The lines you return should be those containing the string "Tarim", taken from the data below.
════════════════
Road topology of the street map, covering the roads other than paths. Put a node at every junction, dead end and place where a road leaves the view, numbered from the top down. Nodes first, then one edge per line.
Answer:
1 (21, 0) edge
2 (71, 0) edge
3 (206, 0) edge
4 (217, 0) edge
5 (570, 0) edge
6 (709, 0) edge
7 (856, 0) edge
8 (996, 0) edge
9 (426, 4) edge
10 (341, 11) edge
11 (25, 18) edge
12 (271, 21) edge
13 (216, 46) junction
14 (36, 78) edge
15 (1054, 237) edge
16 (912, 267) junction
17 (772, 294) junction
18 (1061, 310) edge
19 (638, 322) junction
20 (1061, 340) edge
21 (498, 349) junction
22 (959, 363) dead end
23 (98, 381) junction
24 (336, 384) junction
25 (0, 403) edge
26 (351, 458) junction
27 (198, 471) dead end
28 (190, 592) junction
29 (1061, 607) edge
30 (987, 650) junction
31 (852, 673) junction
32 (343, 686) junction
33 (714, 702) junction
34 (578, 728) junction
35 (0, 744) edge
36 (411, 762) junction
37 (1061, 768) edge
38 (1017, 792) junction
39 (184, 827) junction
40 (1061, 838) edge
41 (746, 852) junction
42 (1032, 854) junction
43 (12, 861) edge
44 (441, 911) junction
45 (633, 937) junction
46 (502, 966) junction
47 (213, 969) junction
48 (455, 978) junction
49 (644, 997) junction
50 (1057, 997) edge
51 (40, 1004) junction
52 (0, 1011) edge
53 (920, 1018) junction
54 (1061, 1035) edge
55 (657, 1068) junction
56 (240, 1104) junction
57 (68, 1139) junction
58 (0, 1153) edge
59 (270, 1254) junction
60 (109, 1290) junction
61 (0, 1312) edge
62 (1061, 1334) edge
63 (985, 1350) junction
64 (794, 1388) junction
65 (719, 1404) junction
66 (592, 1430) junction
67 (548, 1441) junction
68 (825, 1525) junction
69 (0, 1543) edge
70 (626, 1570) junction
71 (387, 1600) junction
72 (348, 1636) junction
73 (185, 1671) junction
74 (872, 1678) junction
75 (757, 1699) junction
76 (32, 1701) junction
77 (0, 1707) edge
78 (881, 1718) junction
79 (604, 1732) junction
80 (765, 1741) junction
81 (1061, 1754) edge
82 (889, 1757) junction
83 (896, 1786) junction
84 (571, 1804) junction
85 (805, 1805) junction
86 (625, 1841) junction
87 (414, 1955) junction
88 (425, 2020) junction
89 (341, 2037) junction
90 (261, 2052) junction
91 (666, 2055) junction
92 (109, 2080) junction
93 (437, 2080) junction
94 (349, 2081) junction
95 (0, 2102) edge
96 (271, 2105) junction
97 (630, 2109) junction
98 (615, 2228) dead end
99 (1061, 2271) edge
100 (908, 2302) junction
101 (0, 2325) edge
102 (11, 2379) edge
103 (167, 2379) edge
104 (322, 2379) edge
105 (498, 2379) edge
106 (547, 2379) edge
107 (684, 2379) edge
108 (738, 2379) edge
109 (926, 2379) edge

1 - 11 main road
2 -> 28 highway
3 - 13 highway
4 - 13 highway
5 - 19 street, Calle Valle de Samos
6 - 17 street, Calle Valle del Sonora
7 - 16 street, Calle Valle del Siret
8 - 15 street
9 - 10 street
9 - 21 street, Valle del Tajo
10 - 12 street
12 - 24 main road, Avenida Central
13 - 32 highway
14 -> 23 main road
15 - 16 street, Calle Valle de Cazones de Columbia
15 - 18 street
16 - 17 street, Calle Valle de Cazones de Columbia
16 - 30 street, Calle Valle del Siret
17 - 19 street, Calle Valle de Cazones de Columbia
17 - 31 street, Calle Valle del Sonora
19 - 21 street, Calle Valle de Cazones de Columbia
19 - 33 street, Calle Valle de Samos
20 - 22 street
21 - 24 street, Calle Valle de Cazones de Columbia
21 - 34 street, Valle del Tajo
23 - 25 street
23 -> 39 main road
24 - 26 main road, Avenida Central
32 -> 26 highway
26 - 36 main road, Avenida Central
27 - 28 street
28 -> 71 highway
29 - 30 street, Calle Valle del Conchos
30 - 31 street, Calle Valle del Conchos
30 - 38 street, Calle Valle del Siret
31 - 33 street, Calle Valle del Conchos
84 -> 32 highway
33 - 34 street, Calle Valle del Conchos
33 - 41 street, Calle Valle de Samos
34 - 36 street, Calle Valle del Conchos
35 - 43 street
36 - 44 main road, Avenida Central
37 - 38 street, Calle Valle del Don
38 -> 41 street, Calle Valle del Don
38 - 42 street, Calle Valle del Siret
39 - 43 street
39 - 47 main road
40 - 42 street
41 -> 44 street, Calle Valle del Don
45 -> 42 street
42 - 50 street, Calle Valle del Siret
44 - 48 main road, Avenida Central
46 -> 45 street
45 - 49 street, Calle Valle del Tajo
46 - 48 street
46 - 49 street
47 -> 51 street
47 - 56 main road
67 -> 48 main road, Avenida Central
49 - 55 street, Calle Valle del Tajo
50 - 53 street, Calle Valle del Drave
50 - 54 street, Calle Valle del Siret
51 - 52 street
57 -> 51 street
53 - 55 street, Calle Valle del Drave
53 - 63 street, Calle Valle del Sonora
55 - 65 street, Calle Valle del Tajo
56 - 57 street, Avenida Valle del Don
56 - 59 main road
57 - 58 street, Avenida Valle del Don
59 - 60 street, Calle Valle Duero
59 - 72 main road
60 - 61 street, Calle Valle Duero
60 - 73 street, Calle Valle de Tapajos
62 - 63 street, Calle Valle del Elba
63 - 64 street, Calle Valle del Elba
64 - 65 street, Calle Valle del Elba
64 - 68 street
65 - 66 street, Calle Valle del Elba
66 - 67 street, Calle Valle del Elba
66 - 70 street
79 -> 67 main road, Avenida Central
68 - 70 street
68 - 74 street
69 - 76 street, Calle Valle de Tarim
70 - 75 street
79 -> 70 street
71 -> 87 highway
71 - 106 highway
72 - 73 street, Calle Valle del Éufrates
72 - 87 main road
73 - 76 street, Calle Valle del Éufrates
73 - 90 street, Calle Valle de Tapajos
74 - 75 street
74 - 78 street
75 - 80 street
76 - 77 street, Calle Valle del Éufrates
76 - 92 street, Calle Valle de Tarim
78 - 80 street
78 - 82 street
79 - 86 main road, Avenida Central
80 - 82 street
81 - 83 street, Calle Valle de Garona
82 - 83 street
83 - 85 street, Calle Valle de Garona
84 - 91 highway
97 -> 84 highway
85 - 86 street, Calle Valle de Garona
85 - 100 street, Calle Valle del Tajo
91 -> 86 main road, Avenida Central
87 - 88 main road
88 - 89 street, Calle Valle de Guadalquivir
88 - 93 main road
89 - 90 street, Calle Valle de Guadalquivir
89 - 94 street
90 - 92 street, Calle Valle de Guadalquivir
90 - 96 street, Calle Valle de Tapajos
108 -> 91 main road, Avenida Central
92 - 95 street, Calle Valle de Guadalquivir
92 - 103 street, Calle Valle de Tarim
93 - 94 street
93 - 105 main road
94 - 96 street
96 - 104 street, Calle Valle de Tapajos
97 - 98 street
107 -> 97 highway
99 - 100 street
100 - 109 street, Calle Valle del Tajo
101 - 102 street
════════════════
RESPONSE AREA ->
69 - 76 street, Calle Valle de Tarim
76 - 92 street, Calle Valle de Tarim
92 - 103 street, Calle Valle de Tarim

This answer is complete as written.